— Task input —
+--
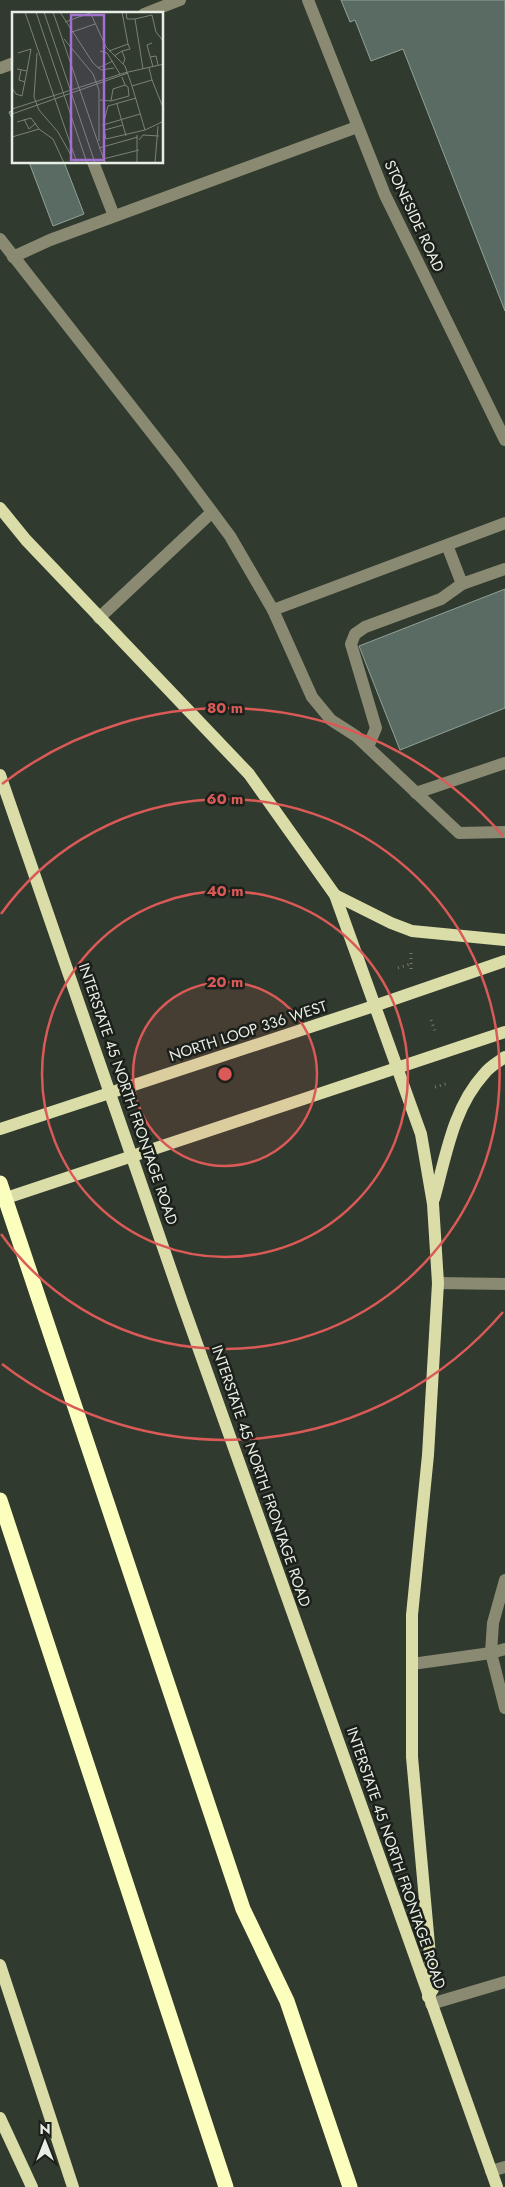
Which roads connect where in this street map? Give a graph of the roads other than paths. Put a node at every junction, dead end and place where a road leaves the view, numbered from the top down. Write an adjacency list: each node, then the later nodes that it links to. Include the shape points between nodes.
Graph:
1 (180, 0): 3 (street)
2 (308, 0): 6 (street, STONESIDE ROAD)
3 (149, 12)
4 (12, 64): 5 (street)
5 (0, 68)
6 (357, 128): 8 (street); 11 (street, STONESIDE ROAD, via 385,196)
7 (94, 164): 8 (street)
8 (114, 216): 10 (street)
9 (0, 240): 10 (street)
10 (13, 257): 13 (street)
11 (505, 440)
12 (0, 508): 19 (main road)
13 (212, 512): 18 (street, via 230,536); 19 (street)
14 (505, 523): 15 (street)
15 (447, 545): 17 (street); 18 (street)
16 (505, 569): 17 (street)
17 (462, 584): 20 (street, via 441,599 365,627 355,634 351,644 376,728)
18 (273, 610): 20 (street, via 312,697 331,720)
19 (99, 618): 25 (main road, via 249,774)
20 (368, 748): 23 (street)
21 (505, 763): 23 (street)
22 (0, 775): 46 (main road, INTERSTATE 45 NORTH FRONTAGE ROAD)
23 (416, 793): 24 (street, via 459,833)
24 (505, 832)
25 (335, 895): 26 (main road, via 412,931); 28 (main road)
26 (505, 940)
27 (505, 961): 28 (main road, NORTH LOOP 336 WEST)
28 (374, 1006): 31 (main road); 32 (main road, NORTH LOOP 336 WEST)
29 (505, 1032): 31 (main road)
30 (505, 1057): 35 (main road, via 484,1073 454,1124)
31 (396, 1067): 34 (main road); 35 (main road, via 421,1134)
32 (0, 1129)
33 (0, 1183): 53 (highway, via 243,1909 287,2001)
34 (0, 1200)
35 (433, 1204): 36 (main road)
36 (438, 1283): 37 (street); 42 (main road, via 428,1455 412,1615)
37 (505, 1284)
38 (0, 1500): 52 (highway)
39 (505, 1580): 41 (street, via 493,1624)
40 (505, 1649): 41 (street)
41 (491, 1653): 42 (street); 43 (street)
42 (412, 1664): 46 (main road, via 412,1757 433,1989)
43 (505, 1708)
44 (0, 1965): 51 (main road)
45 (505, 1982): 46 (street)
46 (429, 2000): 49 (main road, INTERSTATE 45 NORTH FRONTAGE ROAD)
47 (0, 2118): 50 (main road)
48 (505, 2167): 49 (street)
49 (491, 2171): 54 (main road, INTERSTATE 45 NORTH FRONTAGE ROAD)
50 (32, 2187)
51 (73, 2187)
52 (226, 2187)
53 (350, 2187)
54 (497, 2187)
+--
— What you are asked to do —
Copy out, from the listing above, every line that contains the string "WEST".

— Answer to this exercise —
27 (505, 961): 28 (main road, NORTH LOOP 336 WEST)
28 (374, 1006): 31 (main road); 32 (main road, NORTH LOOP 336 WEST)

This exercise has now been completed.